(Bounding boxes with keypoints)
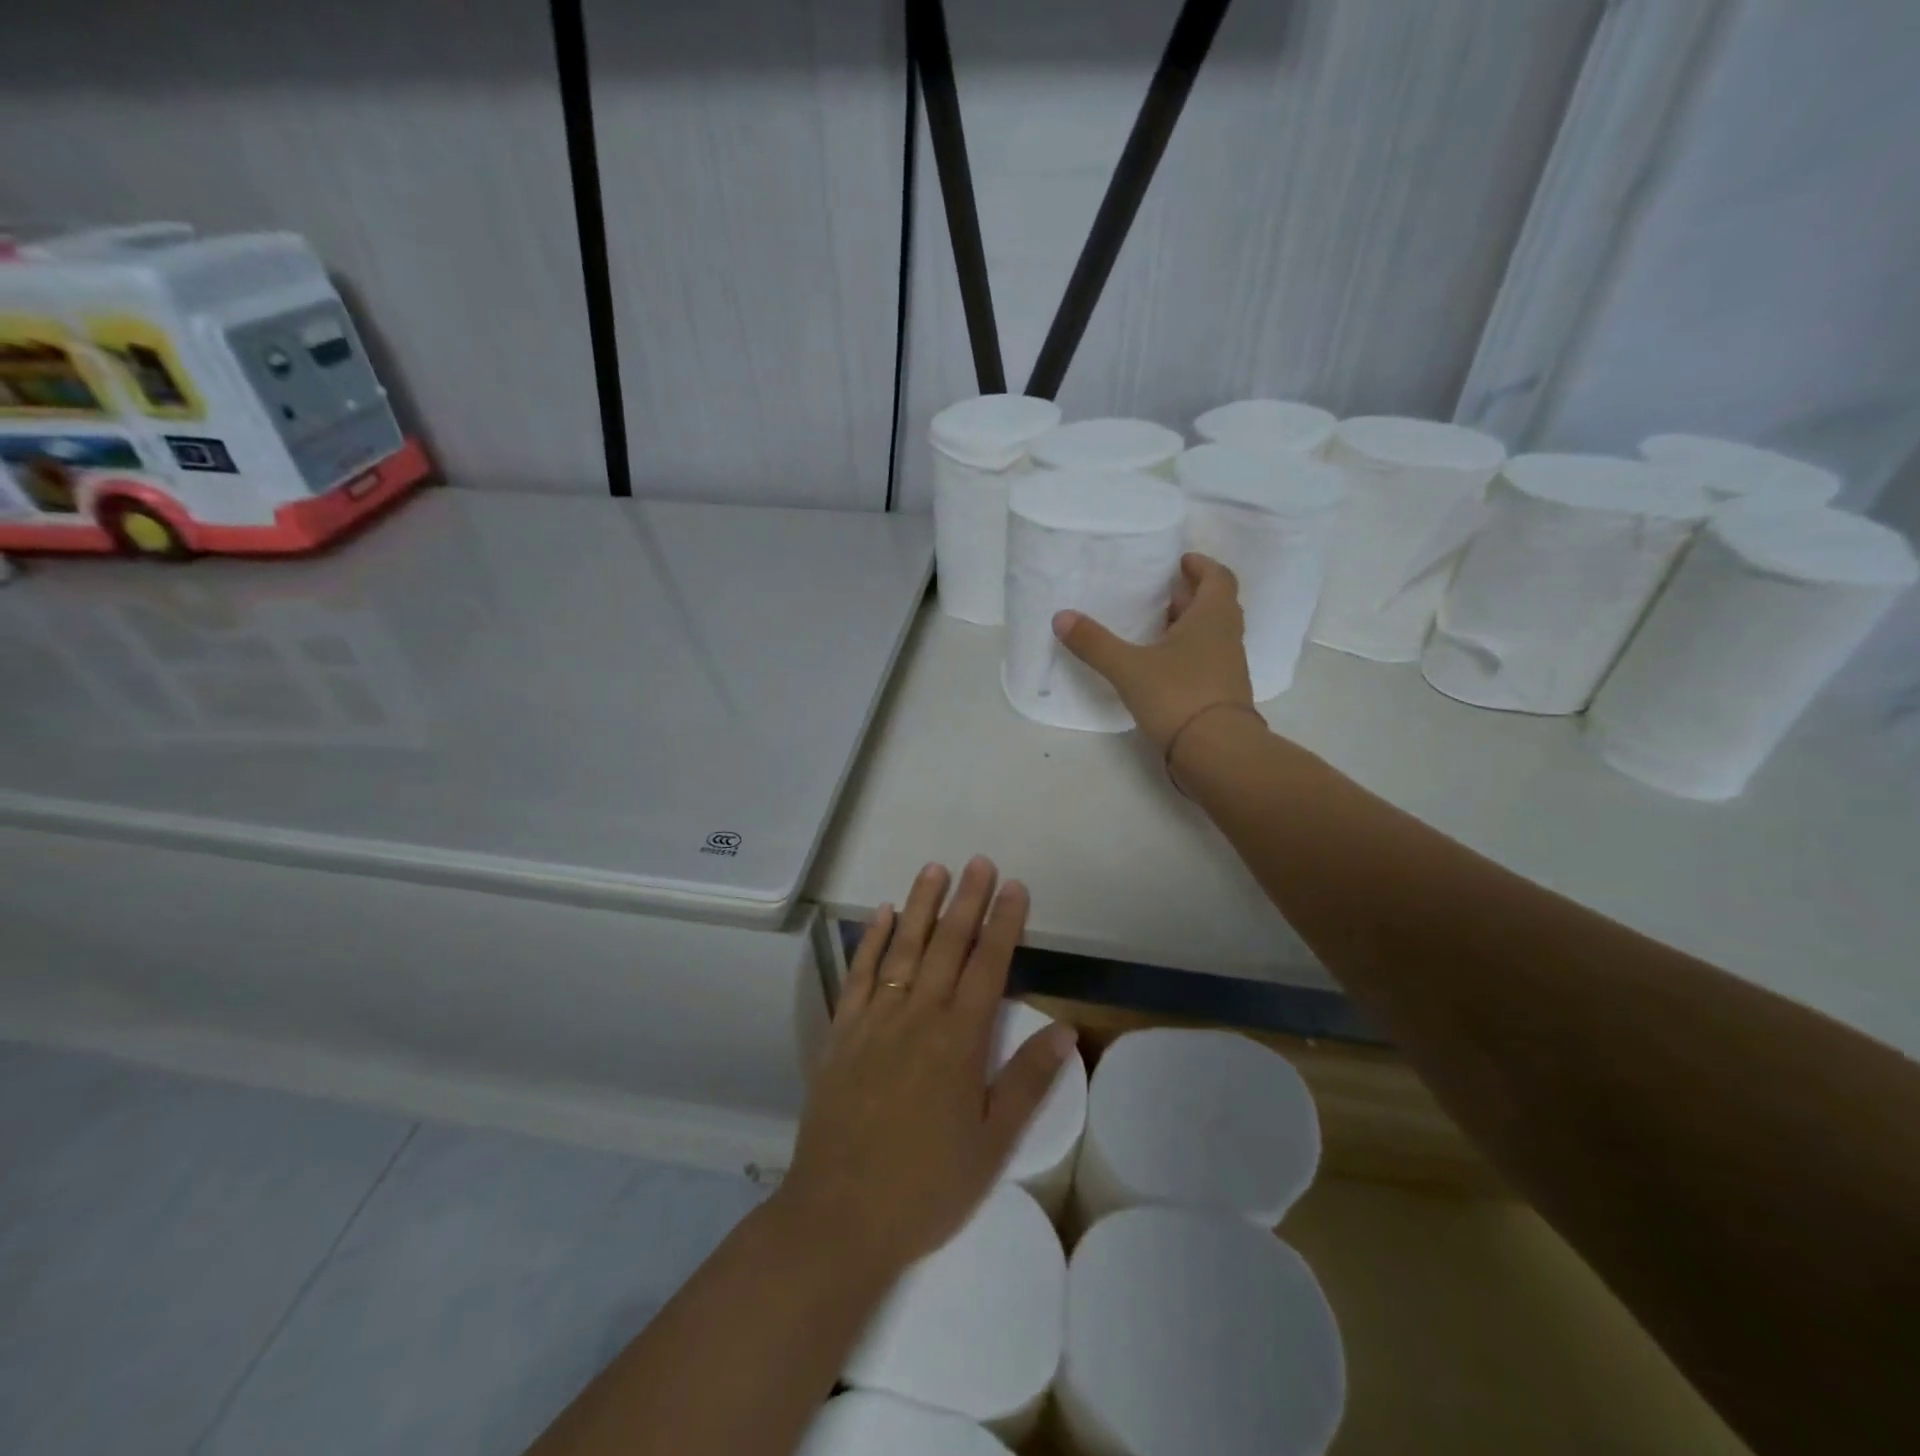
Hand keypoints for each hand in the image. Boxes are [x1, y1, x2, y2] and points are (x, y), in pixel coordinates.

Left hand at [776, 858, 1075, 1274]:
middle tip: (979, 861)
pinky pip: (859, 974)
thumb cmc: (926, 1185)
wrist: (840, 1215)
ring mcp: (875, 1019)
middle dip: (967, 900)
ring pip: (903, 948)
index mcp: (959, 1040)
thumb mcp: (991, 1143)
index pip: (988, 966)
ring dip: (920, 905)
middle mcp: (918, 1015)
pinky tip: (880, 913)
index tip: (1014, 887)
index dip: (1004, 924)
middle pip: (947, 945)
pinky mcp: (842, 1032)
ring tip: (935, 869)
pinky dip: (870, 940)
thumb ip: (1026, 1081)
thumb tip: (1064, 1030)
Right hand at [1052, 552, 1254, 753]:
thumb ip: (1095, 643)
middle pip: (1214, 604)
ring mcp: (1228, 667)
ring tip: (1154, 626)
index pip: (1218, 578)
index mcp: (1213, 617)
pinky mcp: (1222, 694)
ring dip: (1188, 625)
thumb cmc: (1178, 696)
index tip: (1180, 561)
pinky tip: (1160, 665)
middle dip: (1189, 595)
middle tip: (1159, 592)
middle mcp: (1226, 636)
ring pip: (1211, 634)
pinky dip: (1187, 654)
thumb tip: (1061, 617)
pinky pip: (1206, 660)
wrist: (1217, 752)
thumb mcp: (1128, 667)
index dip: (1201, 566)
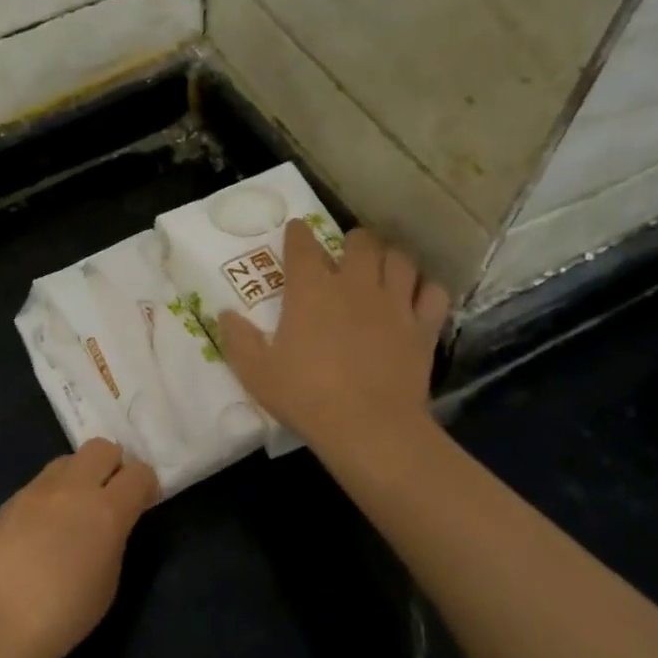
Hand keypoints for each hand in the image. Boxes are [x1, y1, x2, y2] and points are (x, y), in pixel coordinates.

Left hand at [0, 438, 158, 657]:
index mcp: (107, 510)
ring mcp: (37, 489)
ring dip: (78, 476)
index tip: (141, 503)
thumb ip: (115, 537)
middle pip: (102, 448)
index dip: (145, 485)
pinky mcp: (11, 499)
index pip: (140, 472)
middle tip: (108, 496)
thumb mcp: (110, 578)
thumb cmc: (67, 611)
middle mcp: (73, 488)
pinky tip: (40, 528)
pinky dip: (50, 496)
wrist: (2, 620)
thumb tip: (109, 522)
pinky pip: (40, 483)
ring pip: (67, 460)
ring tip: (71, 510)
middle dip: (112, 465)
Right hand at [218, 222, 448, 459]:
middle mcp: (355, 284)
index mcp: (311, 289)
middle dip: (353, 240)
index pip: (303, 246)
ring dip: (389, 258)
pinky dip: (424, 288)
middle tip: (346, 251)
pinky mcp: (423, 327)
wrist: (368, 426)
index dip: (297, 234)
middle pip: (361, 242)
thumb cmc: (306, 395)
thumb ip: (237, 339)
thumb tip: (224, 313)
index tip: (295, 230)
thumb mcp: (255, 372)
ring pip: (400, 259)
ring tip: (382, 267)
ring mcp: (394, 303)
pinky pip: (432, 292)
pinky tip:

Activity —
Only a word-for-word repetition of the lines from the one containing "ring dip: (389, 258)" to the final line of the data above counts as the answer.

Answer to the exercise —
ring dip: (389, 258)
pinky dip: (424, 288)
middle tip: (346, 251)
pinky mcp: (423, 327)
wrist: (368, 426)
index dip: (297, 234)
middle pip: (361, 242)
thumb cmc: (306, 395)
thumb ip: (237, 339)
thumb tip: (224, 313)
index tip: (295, 230)
thumb mcp: (255, 372)
ring pip: (400, 259)
ring tip: (382, 267)
ring mcp: (394, 303)
pinky pip: (432, 292)
pinky tip:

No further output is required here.